Back on land in Texas, the argument heightened as to whether the oil spill could have been contained further. One debate concerned the use of Smit American, a U.S. division of the Rotterdam-based salvage company, Smit International, which was contracted by the ship's Norwegian owners to fight the blaze and salvage the cargo.

Under current government regulations, the hiring decisions for cleanup contractors are made by the owner and its insurance underwriters unless the spill is federalized, which it was not in this accident. Smit American was chosen for the job even though some of the nozzles and tanks it needed were in Europe. At least one Texas firm, Boots & Coots, said it had the necessary foam and other equipment available and ready to go from Port Neches, only 70 miles away.

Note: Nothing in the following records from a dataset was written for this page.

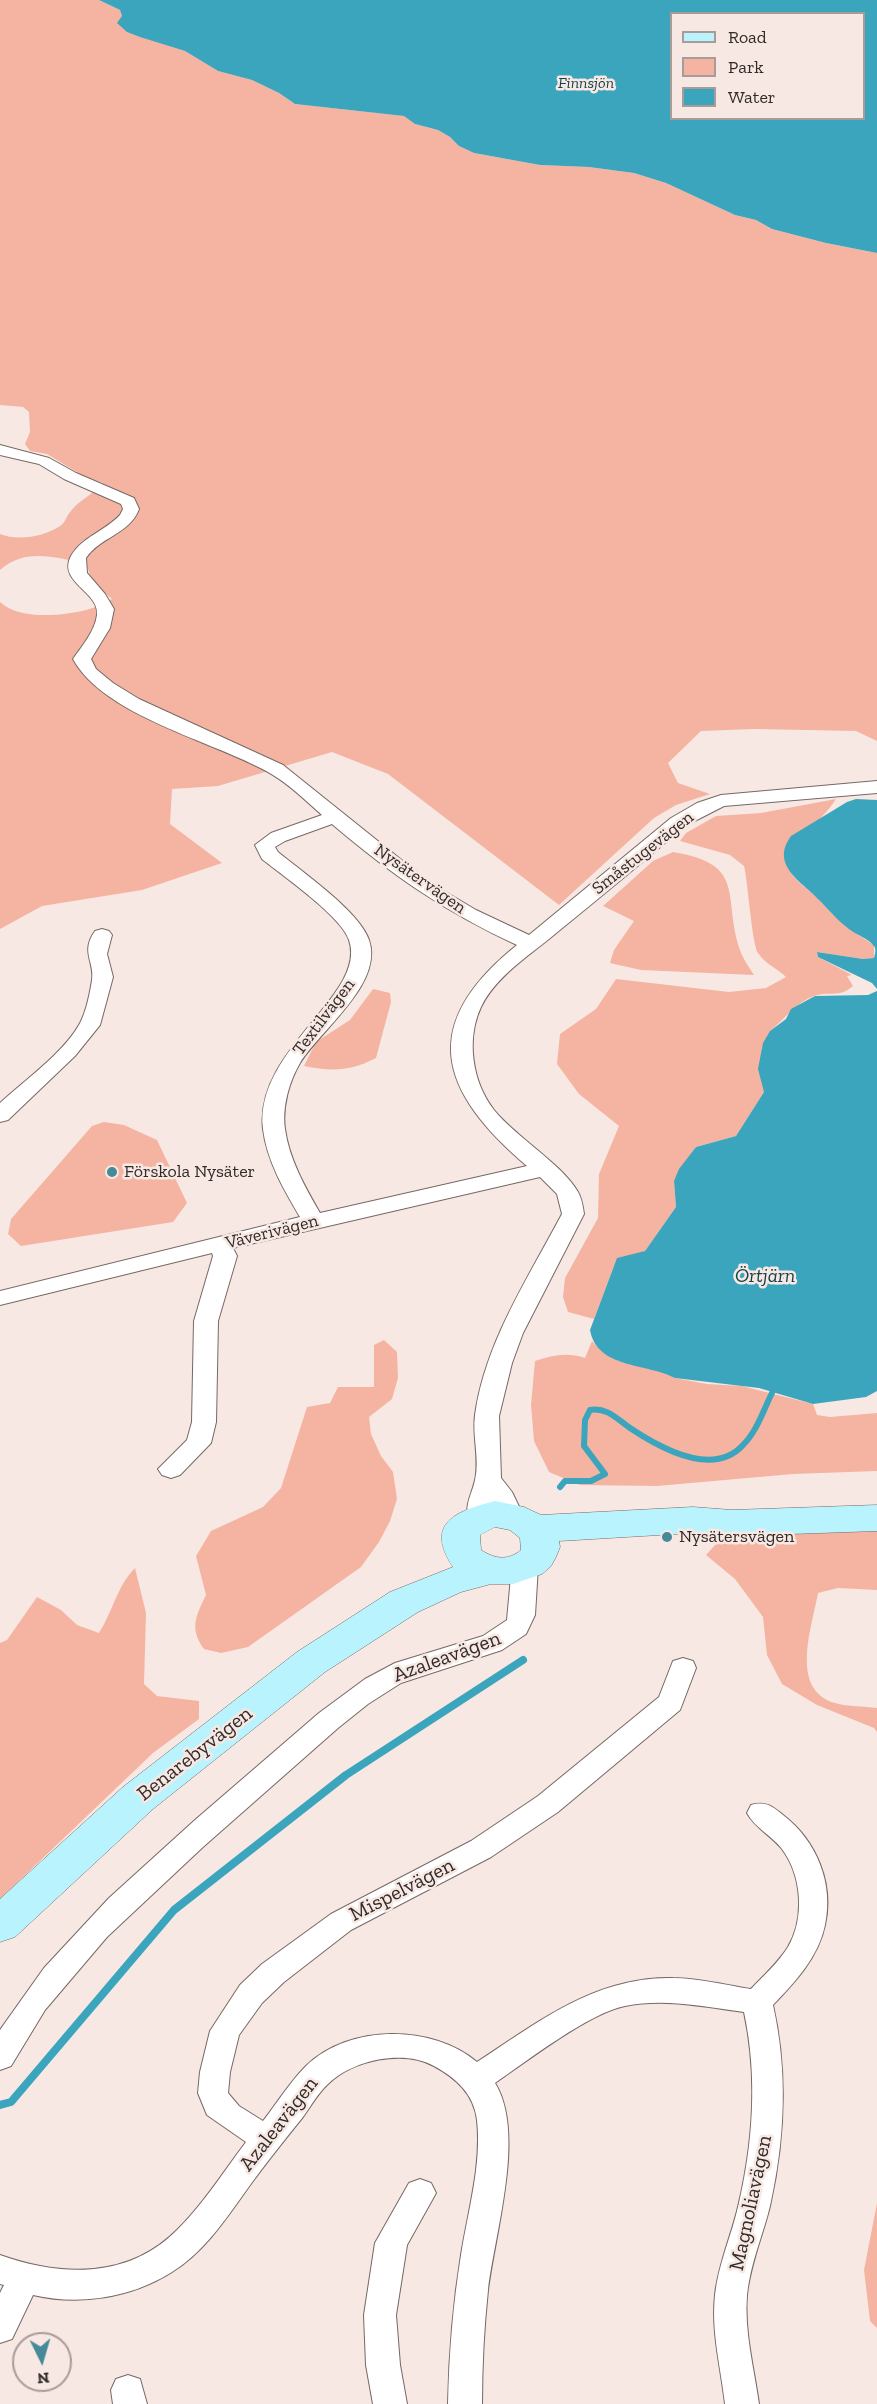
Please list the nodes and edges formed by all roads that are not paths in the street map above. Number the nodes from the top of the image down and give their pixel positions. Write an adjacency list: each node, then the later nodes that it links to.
1 (0, 450): 3 (street, Nysätervägen)
2 (877, 787): 5 (street, Småstugevägen)
3 (334, 817): 5 (street, Nysätervägen); 8 (street, Textilvägen)
4 (102, 934): 6 (street)
5 (531, 944): 7 (street)
6 (0, 1115)
7 (545, 1169): 8 (street, Väverivägen); 13 (street)
8 (314, 1221): 9 (street, Väverivägen)
9 (220, 1246): 10 (street, Väverivägen); 11 (street)
10 (0, 1298)
11 (171, 1469)
12 (877, 1518): 13 (street, Benarebyvägen)
13 (512, 1553): 14 (street, Benarebyvägen); 14 (street, Benarebyvägen); 19 (street, Azaleavägen)
14 (404, 1602): 17 (street, Benarebyvägen)
15 (683, 1668): 21 (street, Mispelvägen)
16 (761, 1813): 18 (street)
17 (0, 1925)
18 (757, 2002): 20 (street); 27 (street, Magnoliavägen)
19 (0, 2057)
20 (474, 2080): 21 (street, Azaleavägen); 26 (street, Azaleavägen)
21 (267, 2139): 23 (street, Azaleavägen)
22 (420, 2193): 25 (street)
23 (11, 2274): 24 (street)
24 (0, 2328)
25 (390, 2404)
26 (465, 2404)
27 (742, 2404)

"The fact is there is more firefighting equipment in Texas than in the whole continent of Europe," said Les Williams, secretary-treasurer of Boots & Coots, a firm that has extinguished 17 oil fires in the past decade, including the massive fire at the Exxon refinery in Baton Rouge, La., last Christmas Eve. "I do not understand anyone saying that the equipment was not here. That's ridiculous. . . . They should tell it like it is: the whole decision was made for an economic motive."

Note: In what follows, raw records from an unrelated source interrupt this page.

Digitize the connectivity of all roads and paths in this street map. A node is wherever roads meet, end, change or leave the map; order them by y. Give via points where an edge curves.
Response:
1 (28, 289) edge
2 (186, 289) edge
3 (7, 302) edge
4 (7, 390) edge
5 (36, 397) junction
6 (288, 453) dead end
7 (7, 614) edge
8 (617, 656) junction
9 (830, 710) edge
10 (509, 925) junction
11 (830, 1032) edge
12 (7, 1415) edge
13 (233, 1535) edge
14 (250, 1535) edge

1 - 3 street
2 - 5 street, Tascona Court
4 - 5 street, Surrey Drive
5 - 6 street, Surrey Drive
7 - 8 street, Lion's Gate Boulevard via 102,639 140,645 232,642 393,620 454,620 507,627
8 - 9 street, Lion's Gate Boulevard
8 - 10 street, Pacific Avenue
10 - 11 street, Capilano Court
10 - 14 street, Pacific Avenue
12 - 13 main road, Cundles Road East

Williams said his crews, if called, could have arrived at the fire within four hours and possibly have prevented the five explosions Sunday that rocked the vessel and almost sank it. Officials of Smit American did not return repeated telephone calls to their Houston office today.

At a news conference this morning, Greene of the Coast Guard said, "I'd rather not comment on that," when asked whether it made sense not to hire a local firm that had the needed equipment. A few minutes later, Greene said that if he had run the cleanup operation he would have used the same firms hired by the ship's owners, K.S. Mega Borg II. When asked whether it would have made any difference to him in that situation if the firm he hired had the needed equipment on hand, Greene said: "I would certainly consider that in who I hired."

"What this crisis shows is that the government should not depend on the private sector to save our coastlines. We have to change our entire method of dealing with oil spills," said Mauro. While private industry might still be the first line of defense in fighting a spill, he added, "we absolutely have to have a safety net."

Mauro served on a Texas advisory committee after the Exxon Valdez disaster in Alaska last year. The recommendations of that task force have not yet been dealt with by the state legislature, which for much of the past year has been preoccupied with school finance problems. Mauro has been pushing for a plan similar to the one adopted by Florida this week, where the state set up a $100 million cleanup fund and retained access to the equipment needed to fight a spill.

Mike Weber, an environmental consultant in Washington who has worked extensively on issues involving the Gulf of Mexico, noted that California spent $15 million on crisis-response efforts -- 75 times as much as the funding along the Gulf. "This is an outrage -- that so little is spent," Weber said.

Texas ports rank third, fourth, sixth and seventh in the nation in handling crude oil, and first, second and sixth in tank-barge traffic, according to a report compiled by Richard Townsend of Townsend Environmental, a natural resources consulting firm.